To start, clone this repo, then follow the instructions below.
This is made up of two files in server/TextLoader/python, and should be run in Python 3. Use this transformer, run as a CLI by cli.py, to transform texts of your choice (e.g. the Aeneid, or Cicero's Orationes) so that the C# server can use them.
usage: cli.py [-h] --input-directory INPUT --output-directory OUTPUT
[--identifier IDENTIFIER] [--add-new-line NEWLINE]
optional arguments:
-h, --help show this help message and exit
--input-directory INPUT, -i INPUT the directory where the original XML files are stored
--output-directory OUTPUT, -o OUTPUT the directory where processed .json.gz files will be stored
--identifier IDENTIFIER, -f IDENTIFIER the identifier, in the form YEAR.MONTH.NUM,
e.g. 1999.02.0055, for the text you want to add
--add-new-line NEWLINE, -n NEWLINE whether to add a new line after each groups of words
(True for verse, as a group is a line,
but False for prose, as groups are (roughly) sentences)

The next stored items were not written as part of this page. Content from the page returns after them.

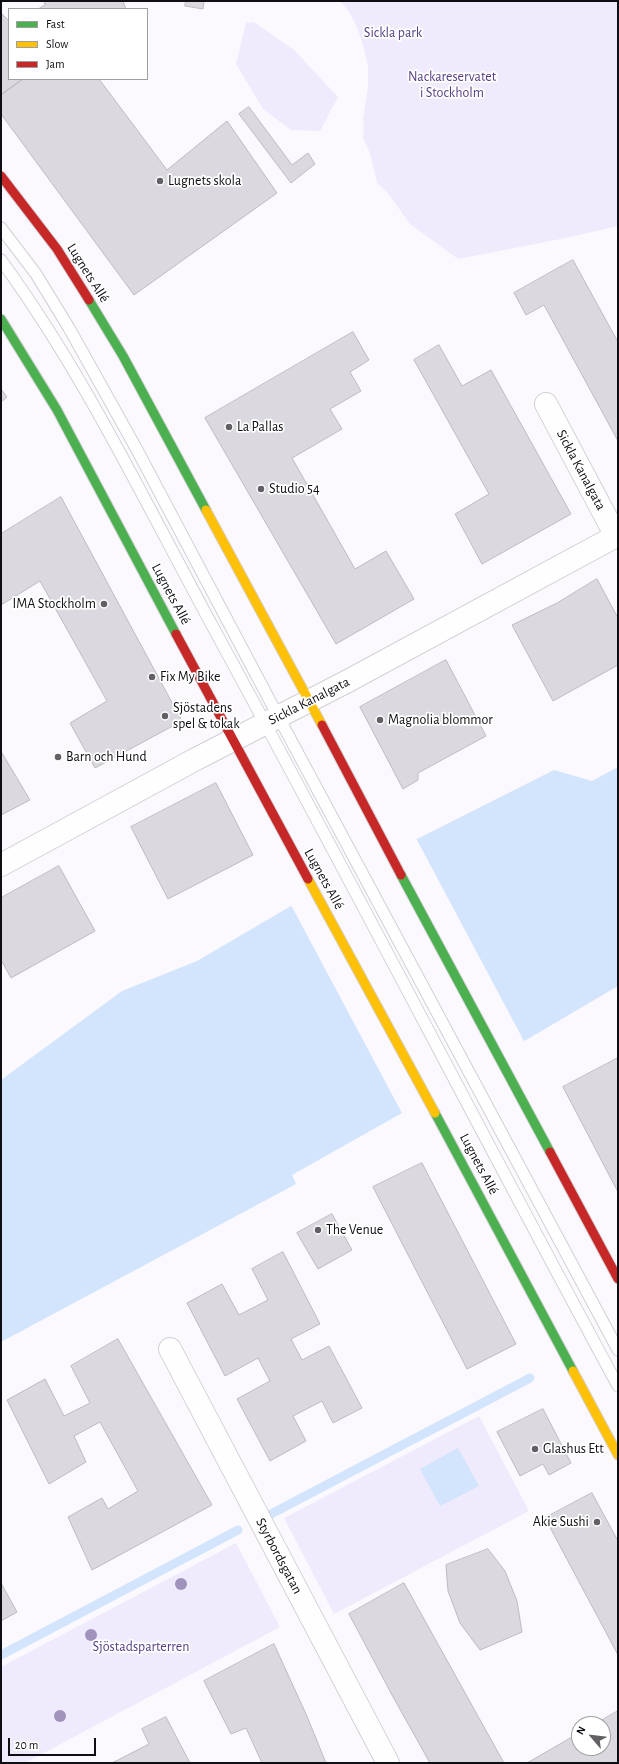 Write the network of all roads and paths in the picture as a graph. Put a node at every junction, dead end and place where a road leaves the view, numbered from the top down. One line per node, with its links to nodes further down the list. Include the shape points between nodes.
1 (1, 176): 7 (street, Lugnets Allé, via 57,249 123,356)
2 (1, 228): 8 (lane, via 36,274 140,455)
3 (1, 260): 8 (lane, via 53,336 84,388)
4 (1, 319): 9 (street, Lugnets Allé, via 57,410)
5 (546, 404): 6 (street, Sickla Kanalgata)
6 (617, 536): 7 (street, Sickla Kanalgata)
7 (309, 701): 8 (street, Sickla Kanalgata); 11 (street, Lugnets Allé)
8 (272, 720): 9 (street, Sickla Kanalgata); 13 (lane, via 337,826); 14 (lane, via 324,833)
9 (233, 740): 10 (street, Sickla Kanalgata); 15 (street, Lugnets Allé)
10 (1, 865)
11 (618, 1279)
12 (170, 1349): 16 (street, Styrbordsgatan)
13 (618, 1350)
14 (618, 1386)
15 (618, 1455)
16 (388, 1763)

Running on a single text, Cicero's Orationes, which does not have line breaks between groups
py -3 .\python\cli.py -i "~\DocumentAnnotation\server\TextLoader\OriginalTexts" -o "~\DocumentAnnotation\server\TextLoader\processed" -f "1999.02.0011" -n False
Running on a single text, Virgil's Aeneid, which does have line breaks between groups (as it's groups are lines)

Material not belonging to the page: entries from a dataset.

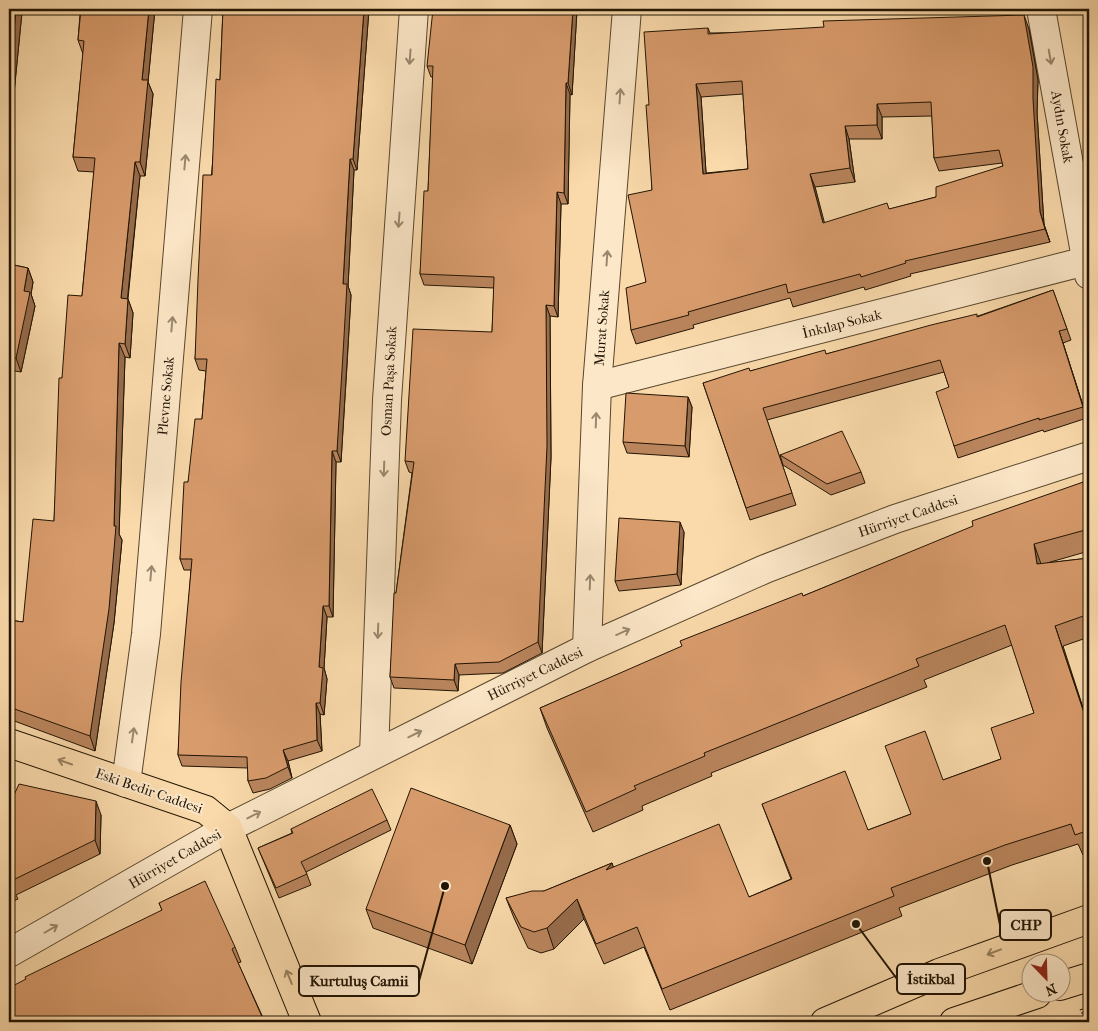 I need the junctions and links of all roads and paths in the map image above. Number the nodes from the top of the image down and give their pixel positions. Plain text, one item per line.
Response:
1 (198, 9) edge
2 (414, 9) edge
3 (627, 9) edge
4 (1041, 9) edge
5 (1088, 268) edge
6 (597, 386) junction
7 (1089, 456) edge
8 (587, 648) junction
9 (9, 742) edge
10 (374, 754) junction
11 (126, 783) junction
12 (228, 828) junction
13 (1089, 919) edge
14 (9, 953) edge
15 (1089, 977) edge
16 (1070, 983) edge
17 (1020, 1000) edge
18 (307, 1022) edge
19 (825, 1022) edge
20 (954, 1022) edge

11 -> 1 street, Plevne Sokak
2 -> 10 street, Osman Paşa Sokak
6 -> 3 street, Murat Sokak
4 -> 5 street, Aydın Sokak
5 - 6 street, İnkılap Sokak
8 -> 6 street, Murat Sokak
8 -> 7 street, Hürriyet Caddesi
10 -> 8 street, Hürriyet Caddesi
11 -> 9 main road, Eski Bedir Caddesi
12 -> 10 street, Hürriyet Caddesi
11 - 12 main road, Eski Bedir Caddesi
14 -> 12 street, Hürriyet Caddesi
18 -> 12 main road, Eski Bedir Caddesi
13 -> 19 main road
15 - 16 main road
17 - 20 main road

py -3 .\python\cli.py -i "~\DocumentAnnotation\server\TextLoader\OriginalTexts" -o "~\DocumentAnnotation\server\TextLoader\processed" -f "1999.02.0055" -n True
Running on a folder of texts. (NB: currently there is no support for working out whether or not to add line breaks, so running it on a folder of prose and verse will get half of it wrong)
py -3 .\python\cli.py -i "~\DocumentAnnotation\server\TextLoader\OriginalTexts" -o "~\DocumentAnnotation\server\TextLoader\processed" -n True
Install PostgreSQL, and create a database and secure it however you wish. (The default is an unsecured database named annotations, on the local server, on the default port.) Update the connection string in the appsettings[.Development].json files to connect to your database.
Having installed dependencies (see above), run dotnet ef database update so that the required tables are added, though no data will be present.
To install dependencies, run dotnet restore. This will download all the libraries and tools needed, including the DB management tools.
If you have moved where processed texts are stored, update the appsettings[.Development].json files to reflect this.
To run the server, dotnet build and dotnet run will build and serve the UI on the preconfigured port (by default 5000 - a future addition will be the ability to change this). See the .NET Core 2 CLI docs for more details.
(All these commands should be run in the server directory)
For the moment, data about the texts you have processed is not automatically added to the database, so on first startup, after registering as a new user, you must create TextData entries for each text you processed, by navigating to /Texts/Create. For example, for Cicero's Orationes, you should create an entry with the following attributes:
Title: Orationes
Author: M. Tullius Cicero
Abbreviation: Cic. (for Perseus links)
Identifier: 1999.02.0011
After this, your processed texts will be available to read and annotate.
To annotate a text, once the Getting Started section has been followed, create a new Document (at /Documents/Create). Once you have done this, both the /Documents page and the home page will show your new Document, and you can annotate it.
At current, registration is available to the public, if they can connect to the server. Future enhancements will include adding an Admin role, and create, update and delete actions on texts will be available to only Admins.